A Gift of Present Interest
A common scenario exists when a donor funds a trust that names the donor as the trustee. The transfer is generally considered a gift of a future interest to a beneficiary and does not qualify for the annual exclusion. This is because the trust property is controlled by the trustee, and therefore, the beneficiary does not have uninhibited enjoyment of the benefits of ownership in the property.
Setting up a Crummey trust allows the donor to fund a trust for the donee’s benefit using the exclusion amounts. The benefit is the donor gets to fund the trust without generating gift tax or eating into their overall lifetime exemption amount.

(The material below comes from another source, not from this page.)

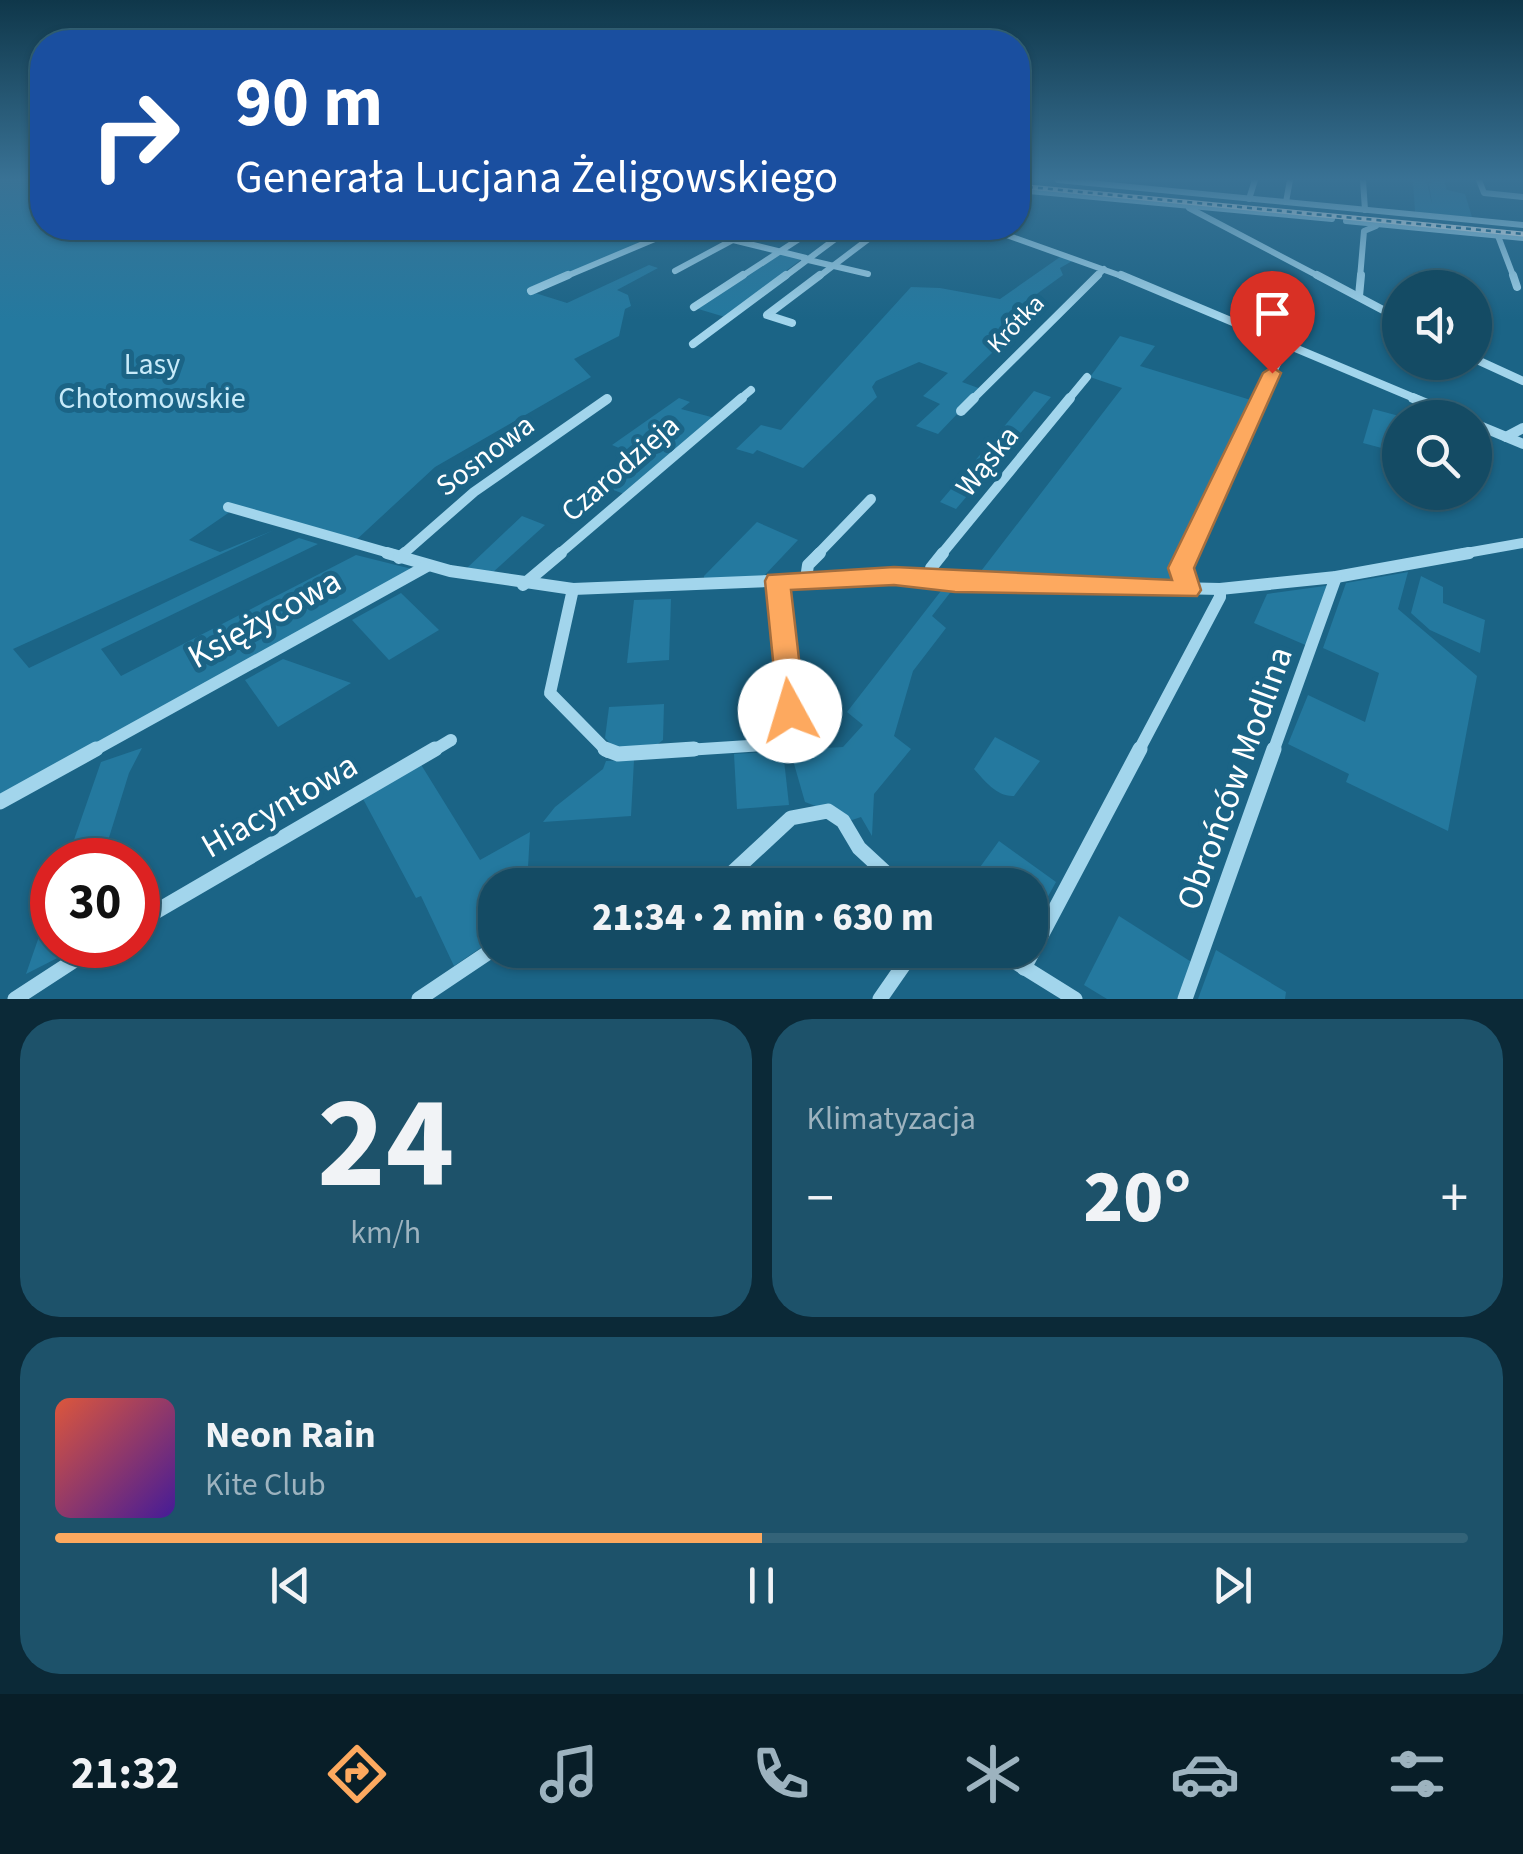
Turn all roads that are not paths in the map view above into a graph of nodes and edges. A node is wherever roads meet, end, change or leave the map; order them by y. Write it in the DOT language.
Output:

The Mechanics of a Crummey Trust
Here is how it works. First, the donor contributes assets to the trust. Then a beneficiary is given a written notice that gives them the opportunity to withdraw the property from the trust for a period of time (usually 30 days). The right of withdrawal must give the beneficiary unrestricted access to the property. After the window to withdraw property expires (the 30-day period mentioned above), the funds would become restricted and the trust operates as the trustee intended. The Crummey provision works because the right to withdraw the funds gives the beneficiary a present interest in the property.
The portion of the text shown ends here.